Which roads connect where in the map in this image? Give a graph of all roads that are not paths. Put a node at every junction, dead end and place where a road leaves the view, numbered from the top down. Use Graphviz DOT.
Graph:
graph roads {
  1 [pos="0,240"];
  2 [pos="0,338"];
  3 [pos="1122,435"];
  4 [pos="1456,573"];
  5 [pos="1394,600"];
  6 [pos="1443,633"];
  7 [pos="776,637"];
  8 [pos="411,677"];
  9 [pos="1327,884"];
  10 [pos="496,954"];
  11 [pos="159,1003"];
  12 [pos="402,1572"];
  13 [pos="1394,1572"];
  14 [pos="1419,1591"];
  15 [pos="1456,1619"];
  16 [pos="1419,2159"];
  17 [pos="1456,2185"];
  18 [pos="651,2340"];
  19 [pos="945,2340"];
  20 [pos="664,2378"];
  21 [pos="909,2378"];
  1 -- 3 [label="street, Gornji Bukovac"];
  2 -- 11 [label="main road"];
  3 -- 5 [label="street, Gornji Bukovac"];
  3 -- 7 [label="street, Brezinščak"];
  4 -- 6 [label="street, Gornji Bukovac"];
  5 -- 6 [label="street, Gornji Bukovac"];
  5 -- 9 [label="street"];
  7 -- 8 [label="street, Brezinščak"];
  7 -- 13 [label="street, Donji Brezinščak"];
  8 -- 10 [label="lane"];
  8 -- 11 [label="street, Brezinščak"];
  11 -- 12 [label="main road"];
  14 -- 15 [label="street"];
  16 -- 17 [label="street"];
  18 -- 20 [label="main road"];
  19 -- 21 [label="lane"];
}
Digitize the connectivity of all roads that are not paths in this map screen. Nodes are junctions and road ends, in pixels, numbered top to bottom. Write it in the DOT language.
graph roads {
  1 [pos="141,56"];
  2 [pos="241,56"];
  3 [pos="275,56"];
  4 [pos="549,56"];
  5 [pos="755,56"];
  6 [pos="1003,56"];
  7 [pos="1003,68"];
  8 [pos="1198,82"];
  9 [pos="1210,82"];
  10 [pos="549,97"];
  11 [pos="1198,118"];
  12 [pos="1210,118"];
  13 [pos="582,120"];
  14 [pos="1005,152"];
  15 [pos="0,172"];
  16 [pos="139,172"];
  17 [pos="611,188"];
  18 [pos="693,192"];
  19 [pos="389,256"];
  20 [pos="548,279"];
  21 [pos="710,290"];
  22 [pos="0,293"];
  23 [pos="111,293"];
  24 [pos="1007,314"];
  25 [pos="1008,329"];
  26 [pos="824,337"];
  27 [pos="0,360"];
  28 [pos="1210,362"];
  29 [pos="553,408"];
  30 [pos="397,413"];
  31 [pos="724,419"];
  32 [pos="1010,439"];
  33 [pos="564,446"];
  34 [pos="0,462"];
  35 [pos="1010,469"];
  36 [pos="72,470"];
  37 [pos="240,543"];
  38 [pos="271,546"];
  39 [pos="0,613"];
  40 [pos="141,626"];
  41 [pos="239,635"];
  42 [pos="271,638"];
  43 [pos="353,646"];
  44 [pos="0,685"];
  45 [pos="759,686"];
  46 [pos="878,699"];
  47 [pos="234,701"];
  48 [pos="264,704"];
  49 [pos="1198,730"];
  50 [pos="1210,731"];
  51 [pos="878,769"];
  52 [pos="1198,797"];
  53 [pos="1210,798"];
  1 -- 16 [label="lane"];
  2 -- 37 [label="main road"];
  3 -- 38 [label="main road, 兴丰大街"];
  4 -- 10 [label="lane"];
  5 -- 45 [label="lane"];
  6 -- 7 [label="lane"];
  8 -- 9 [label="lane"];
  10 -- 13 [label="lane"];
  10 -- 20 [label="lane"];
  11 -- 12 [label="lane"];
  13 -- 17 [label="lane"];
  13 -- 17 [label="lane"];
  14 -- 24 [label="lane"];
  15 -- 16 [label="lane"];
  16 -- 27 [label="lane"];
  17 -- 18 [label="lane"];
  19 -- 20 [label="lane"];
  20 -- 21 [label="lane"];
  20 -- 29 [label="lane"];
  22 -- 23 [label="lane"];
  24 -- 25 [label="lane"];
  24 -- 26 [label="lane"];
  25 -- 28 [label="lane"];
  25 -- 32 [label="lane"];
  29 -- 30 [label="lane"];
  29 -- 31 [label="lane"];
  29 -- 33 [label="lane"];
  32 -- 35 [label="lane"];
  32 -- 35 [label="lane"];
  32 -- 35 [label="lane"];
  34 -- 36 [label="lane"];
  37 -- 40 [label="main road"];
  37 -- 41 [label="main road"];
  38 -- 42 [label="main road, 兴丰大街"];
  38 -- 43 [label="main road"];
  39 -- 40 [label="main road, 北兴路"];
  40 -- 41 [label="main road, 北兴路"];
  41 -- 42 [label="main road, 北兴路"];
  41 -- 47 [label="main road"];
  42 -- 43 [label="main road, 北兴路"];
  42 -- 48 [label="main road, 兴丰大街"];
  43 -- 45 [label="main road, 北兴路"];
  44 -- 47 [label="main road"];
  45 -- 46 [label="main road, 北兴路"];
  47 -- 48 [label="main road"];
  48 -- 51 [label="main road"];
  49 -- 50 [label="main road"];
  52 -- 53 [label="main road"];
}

━━━━━━━━━━━━━━━━━━━━━━━━━━━━━━

A word-for-word copy of the material is required.

### [TASK SOLUTION]
Which roads connect where in the map in this image? Give a graph of all roads that are not paths. Put a node at every junction, dead end and place where a road leaves the view, numbered from the top down. Use Graphviz DOT.
Graph:
graph roads {
  1 [pos="0,240"];
  2 [pos="0,338"];
  3 [pos="1122,435"];
  4 [pos="1456,573"];
  5 [pos="1394,600"];
  6 [pos="1443,633"];
  7 [pos="776,637"];
  8 [pos="411,677"];
  9 [pos="1327,884"];
  10 [pos="496,954"];
  11 [pos="159,1003"];
  12 [pos="402,1572"];
  13 [pos="1394,1572"];
  14 [pos="1419,1591"];
  15 [pos="1456,1619"];
  16 [pos="1419,2159"];
  17 [pos="1456,2185"];
  18 [pos="651,2340"];
  19 [pos="945,2340"];
  20 [pos="664,2378"];
  21 [pos="909,2378"];
  1 -- 3 [label="street, Gornji Bukovac"];
  2 -- 11 [label="main road"];
  3 -- 5 [label="street, Gornji Bukovac"];
  3 -- 7 [label="street, Brezinščak"];
  4 -- 6 [label="street, Gornji Bukovac"];
  5 -- 6 [label="street, Gornji Bukovac"];
  5 -- 9 [label="street"];
  7 -- 8 [label="street, Brezinščak"];
  7 -- 13 [label="street, Donji Brezinščak"];
  8 -- 10 [label="lane"];
  8 -- 11 [label="street, Brezinščak"];
  11 -- 12 [label="main road"];
  14 -- 15 [label="street"];
  16 -- 17 [label="street"];
  18 -- 20 [label="main road"];
  19 -- 21 [label="lane"];
}
Digitize the connectivity of all roads that are not paths in this map screen. Nodes are junctions and road ends, in pixels, numbered top to bottom. Write it in the DOT language.
graph roads {
  1 [pos="141,56"];
  2 [pos="241,56"];
  3 [pos="275,56"];
  4 [pos="549,56"];
  5 [pos="755,56"];
  6 [pos="1003,56"];
  7 [pos="1003,68"];
  8 [pos="1198,82"];
  9 [pos="1210,82"];
  10 [pos="549,97"];
  11 [pos="1198,118"];
  12 [pos="1210,118"];
  13 [pos="582,120"];
  14 [pos="1005,152"];
  15 [pos="0,172"];
  16 [pos="139,172"];
  17 [pos="611,188"];
  18 [pos="693,192"];
  19 [pos="389,256"];
  20 [pos="548,279"];
  21 [pos="710,290"];
  22 [pos="0,293"];
  23 [pos="111,293"];
  24 [pos="1007,314"];
  25 [pos="1008,329"];
  26 [pos="824,337"];
  27 [pos="0,360"];
  28 [pos="1210,362"];
  29 [pos="553,408"];
  30 [pos="397,413"];
  31 [pos="724,419"];
  32 [pos="1010,439"];
  33 [pos="564,446"];
  34 [pos="0,462"];
  35 [pos="1010,469"];
  36 [pos="72,470"];
  37 [pos="240,543"];
  38 [pos="271,546"];
  39 [pos="0,613"];
  40 [pos="141,626"];
  41 [pos="239,635"];
  42 [pos="271,638"];
  43 [pos="353,646"];
  44 [pos="0,685"];
  45 [pos="759,686"];
  46 [pos="878,699"];
  47 [pos="234,701"];
  48 [pos="264,704"];
  49 [pos="1198,730"];
  50 [pos="1210,731"];
  51 [pos="878,769"];
  52 [pos="1198,797"];
  53 [pos="1210,798"];
  1 -- 16 [label="lane"];
  2 -- 37 [label="main road"];
  3 -- 38 [label="main road, 兴丰大街"];
  4 -- 10 [label="lane"];
  5 -- 45 [label="lane"];
  6 -- 7 [label="lane"];
  8 -- 9 [label="lane"];
  10 -- 13 [label="lane"];
  10 -- 20 [label="lane"];
  11 -- 12 [label="lane"];
  13 -- 17 [label="lane"];
  13 -- 17 [label="lane"];
  14 -- 24 [label="lane"];
  15 -- 16 [label="lane"];
  16 -- 27 [label="lane"];
  17 -- 18 [label="lane"];
  19 -- 20 [label="lane"];
  20 -- 21 [label="lane"];
  20 -- 29 [label="lane"];
  22 -- 23 [label="lane"];
  24 -- 25 [label="lane"];
  24 -- 26 [label="lane"];
  25 -- 28 [label="lane"];
  25 -- 32 [label="lane"];
  29 -- 30 [label="lane"];
  29 -- 31 [label="lane"];
  29 -- 33 [label="lane"];
  32 -- 35 [label="lane"];
  32 -- 35 [label="lane"];
  32 -- 35 [label="lane"];
  34 -- 36 [label="lane"];
  37 -- 40 [label="main road"];
  37 -- 41 [label="main road"];
  38 -- 42 [label="main road, 兴丰大街"];
  38 -- 43 [label="main road"];
  39 -- 40 [label="main road, 北兴路"];
  40 -- 41 [label="main road, 北兴路"];
  41 -- 42 [label="main road, 北兴路"];
  41 -- 47 [label="main road"];
  42 -- 43 [label="main road, 北兴路"];
  42 -- 48 [label="main road, 兴丰大街"];
  43 -- 45 [label="main road, 北兴路"];
  44 -- 47 [label="main road"];
  45 -- 46 [label="main road, 北兴路"];
  47 -- 48 [label="main road"];
  48 -- 51 [label="main road"];
  49 -- 50 [label="main road"];
  52 -- 53 [label="main road"];
}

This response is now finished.